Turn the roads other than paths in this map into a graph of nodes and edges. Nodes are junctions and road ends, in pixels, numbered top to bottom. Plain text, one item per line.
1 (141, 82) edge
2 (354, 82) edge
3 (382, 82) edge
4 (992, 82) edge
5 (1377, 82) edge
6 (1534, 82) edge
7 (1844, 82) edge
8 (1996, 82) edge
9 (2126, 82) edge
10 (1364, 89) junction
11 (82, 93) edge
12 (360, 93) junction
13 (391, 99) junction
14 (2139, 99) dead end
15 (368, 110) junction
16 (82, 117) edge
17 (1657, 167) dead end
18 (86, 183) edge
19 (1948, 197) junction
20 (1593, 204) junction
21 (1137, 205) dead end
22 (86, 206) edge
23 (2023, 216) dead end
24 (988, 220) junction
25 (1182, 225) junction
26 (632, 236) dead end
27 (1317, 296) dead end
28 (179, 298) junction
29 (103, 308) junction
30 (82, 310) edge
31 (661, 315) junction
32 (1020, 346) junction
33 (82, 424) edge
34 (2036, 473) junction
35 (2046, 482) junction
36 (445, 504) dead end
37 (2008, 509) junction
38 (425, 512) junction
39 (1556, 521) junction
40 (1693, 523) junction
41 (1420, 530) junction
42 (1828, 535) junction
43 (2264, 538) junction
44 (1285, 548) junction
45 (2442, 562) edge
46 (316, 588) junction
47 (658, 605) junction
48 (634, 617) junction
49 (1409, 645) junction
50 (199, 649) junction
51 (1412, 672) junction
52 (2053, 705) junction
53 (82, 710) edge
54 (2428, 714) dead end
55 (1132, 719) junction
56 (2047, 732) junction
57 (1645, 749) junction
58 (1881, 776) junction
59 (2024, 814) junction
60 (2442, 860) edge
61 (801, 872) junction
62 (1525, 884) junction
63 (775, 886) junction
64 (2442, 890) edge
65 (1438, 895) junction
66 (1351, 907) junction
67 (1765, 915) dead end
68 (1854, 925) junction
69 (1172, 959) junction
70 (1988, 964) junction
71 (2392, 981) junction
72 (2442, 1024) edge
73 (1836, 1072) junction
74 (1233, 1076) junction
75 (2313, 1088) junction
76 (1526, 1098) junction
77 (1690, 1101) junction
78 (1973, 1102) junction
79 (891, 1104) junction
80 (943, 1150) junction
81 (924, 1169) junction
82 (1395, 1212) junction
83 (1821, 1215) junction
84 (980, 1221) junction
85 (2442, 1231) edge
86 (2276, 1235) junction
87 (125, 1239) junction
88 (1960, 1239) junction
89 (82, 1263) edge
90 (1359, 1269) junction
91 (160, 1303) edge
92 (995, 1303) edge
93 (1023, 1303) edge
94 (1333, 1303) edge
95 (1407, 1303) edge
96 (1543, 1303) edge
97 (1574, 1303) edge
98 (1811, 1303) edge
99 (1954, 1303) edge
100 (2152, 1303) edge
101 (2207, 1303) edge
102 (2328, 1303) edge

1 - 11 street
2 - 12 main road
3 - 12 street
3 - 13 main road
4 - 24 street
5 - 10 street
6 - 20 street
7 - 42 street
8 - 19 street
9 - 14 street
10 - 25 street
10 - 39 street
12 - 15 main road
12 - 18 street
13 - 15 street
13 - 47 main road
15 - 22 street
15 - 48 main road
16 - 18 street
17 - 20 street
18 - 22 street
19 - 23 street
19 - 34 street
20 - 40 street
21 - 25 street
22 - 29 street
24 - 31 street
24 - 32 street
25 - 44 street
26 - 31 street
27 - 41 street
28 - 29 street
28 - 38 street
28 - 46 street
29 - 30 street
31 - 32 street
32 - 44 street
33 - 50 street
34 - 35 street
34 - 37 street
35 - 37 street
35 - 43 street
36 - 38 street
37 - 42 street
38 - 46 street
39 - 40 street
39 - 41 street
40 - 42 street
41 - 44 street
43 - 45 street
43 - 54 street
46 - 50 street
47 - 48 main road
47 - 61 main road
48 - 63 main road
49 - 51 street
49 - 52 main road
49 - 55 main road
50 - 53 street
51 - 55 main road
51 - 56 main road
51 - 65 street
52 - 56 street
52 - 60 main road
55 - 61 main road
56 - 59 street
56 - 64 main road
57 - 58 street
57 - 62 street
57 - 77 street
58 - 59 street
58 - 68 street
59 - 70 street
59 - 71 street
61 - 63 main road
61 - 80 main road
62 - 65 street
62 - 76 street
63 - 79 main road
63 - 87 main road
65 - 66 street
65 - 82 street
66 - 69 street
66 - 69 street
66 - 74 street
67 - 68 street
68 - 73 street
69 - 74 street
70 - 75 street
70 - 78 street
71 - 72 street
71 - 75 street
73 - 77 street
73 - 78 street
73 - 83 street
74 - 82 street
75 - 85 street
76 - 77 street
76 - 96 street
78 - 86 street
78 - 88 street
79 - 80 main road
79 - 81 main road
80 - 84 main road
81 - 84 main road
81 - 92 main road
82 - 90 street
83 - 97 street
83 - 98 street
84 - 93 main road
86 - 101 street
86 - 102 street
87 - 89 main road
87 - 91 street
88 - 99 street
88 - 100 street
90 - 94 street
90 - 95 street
────────────────────────────────────────
_WORK REQUEST_
Repeat the data word for word, leaving out no line.

_SOLUTION TO THIS TASK_
Turn the roads other than paths in this map into a graph of nodes and edges. Nodes are junctions and road ends, in pixels, numbered top to bottom. Plain text, one item per line.
1 (141, 82) edge
2 (354, 82) edge
3 (382, 82) edge
4 (992, 82) edge
5 (1377, 82) edge
6 (1534, 82) edge
7 (1844, 82) edge
8 (1996, 82) edge
9 (2126, 82) edge
10 (1364, 89) junction
11 (82, 93) edge
12 (360, 93) junction
13 (391, 99) junction
14 (2139, 99) dead end
15 (368, 110) junction
16 (82, 117) edge
17 (1657, 167) dead end
18 (86, 183) edge
19 (1948, 197) junction
20 (1593, 204) junction
21 (1137, 205) dead end
22 (86, 206) edge
23 (2023, 216) dead end
24 (988, 220) junction
25 (1182, 225) junction
26 (632, 236) dead end
27 (1317, 296) dead end
28 (179, 298) junction
29 (103, 308) junction
30 (82, 310) edge
31 (661, 315) junction
32 (1020, 346) junction
33 (82, 424) edge
34 (2036, 473) junction
35 (2046, 482) junction
36 (445, 504) dead end
37 (2008, 509) junction
38 (425, 512) junction
39 (1556, 521) junction
40 (1693, 523) junction
41 (1420, 530) junction
42 (1828, 535) junction
43 (2264, 538) junction
44 (1285, 548) junction
45 (2442, 562) edge
46 (316, 588) junction
47 (658, 605) junction
48 (634, 617) junction
49 (1409, 645) junction
50 (199, 649) junction
51 (1412, 672) junction
52 (2053, 705) junction
53 (82, 710) edge
54 (2428, 714) dead end
55 (1132, 719) junction
56 (2047, 732) junction
57 (1645, 749) junction
58 (1881, 776) junction
59 (2024, 814) junction
60 (2442, 860) edge
61 (801, 872) junction
62 (1525, 884) junction
63 (775, 886) junction
64 (2442, 890) edge
65 (1438, 895) junction
66 (1351, 907) junction
67 (1765, 915) dead end
68 (1854, 925) junction
69 (1172, 959) junction
70 (1988, 964) junction
71 (2392, 981) junction
72 (2442, 1024) edge
73 (1836, 1072) junction
74 (1233, 1076) junction
75 (2313, 1088) junction
76 (1526, 1098) junction
77 (1690, 1101) junction
78 (1973, 1102) junction
79 (891, 1104) junction
80 (943, 1150) junction
81 (924, 1169) junction
82 (1395, 1212) junction
83 (1821, 1215) junction
84 (980, 1221) junction
85 (2442, 1231) edge
86 (2276, 1235) junction
87 (125, 1239) junction
88 (1960, 1239) junction
89 (82, 1263) edge
90 (1359, 1269) junction
91 (160, 1303) edge
92 (995, 1303) edge
93 (1023, 1303) edge
94 (1333, 1303) edge
95 (1407, 1303) edge
96 (1543, 1303) edge
97 (1574, 1303) edge
98 (1811, 1303) edge
99 (1954, 1303) edge
100 (2152, 1303) edge
101 (2207, 1303) edge
102 (2328, 1303) edge

1 - 11 street
2 - 12 main road
3 - 12 street
3 - 13 main road
4 - 24 street
5 - 10 street
6 - 20 street
7 - 42 street
8 - 19 street
9 - 14 street
10 - 25 street
10 - 39 street
12 - 15 main road
12 - 18 street
13 - 15 street
13 - 47 main road
15 - 22 street
15 - 48 main road
16 - 18 street
17 - 20 street
18 - 22 street
19 - 23 street
19 - 34 street
20 - 40 street
21 - 25 street
22 - 29 street
24 - 31 street
24 - 32 street
25 - 44 street
26 - 31 street
27 - 41 street
28 - 29 street
28 - 38 street
28 - 46 street
29 - 30 street
31 - 32 street
32 - 44 street
33 - 50 street
34 - 35 street
34 - 37 street
35 - 37 street
35 - 43 street
36 - 38 street
37 - 42 street
38 - 46 street
39 - 40 street
39 - 41 street
40 - 42 street
41 - 44 street
43 - 45 street
43 - 54 street
46 - 50 street
47 - 48 main road
47 - 61 main road
48 - 63 main road
49 - 51 street
49 - 52 main road
49 - 55 main road
50 - 53 street
51 - 55 main road
51 - 56 main road
51 - 65 street
52 - 56 street
52 - 60 main road
55 - 61 main road
56 - 59 street
56 - 64 main road
57 - 58 street
57 - 62 street
57 - 77 street
58 - 59 street
58 - 68 street
59 - 70 street
59 - 71 street
61 - 63 main road
61 - 80 main road
62 - 65 street
62 - 76 street
63 - 79 main road
63 - 87 main road
65 - 66 street
65 - 82 street
66 - 69 street
66 - 69 street
66 - 74 street
67 - 68 street
68 - 73 street
69 - 74 street
70 - 75 street
70 - 78 street
71 - 72 street
71 - 75 street
73 - 77 street
73 - 78 street
73 - 83 street
74 - 82 street
75 - 85 street
76 - 77 street
76 - 96 street
78 - 86 street
78 - 88 street
79 - 80 main road
79 - 81 main road
80 - 84 main road
81 - 84 main road
81 - 92 main road
82 - 90 street
83 - 97 street
83 - 98 street
84 - 93 main road
86 - 101 street
86 - 102 street
87 - 89 main road
87 - 91 street
88 - 99 street
88 - 100 street
90 - 94 street
90 - 95 street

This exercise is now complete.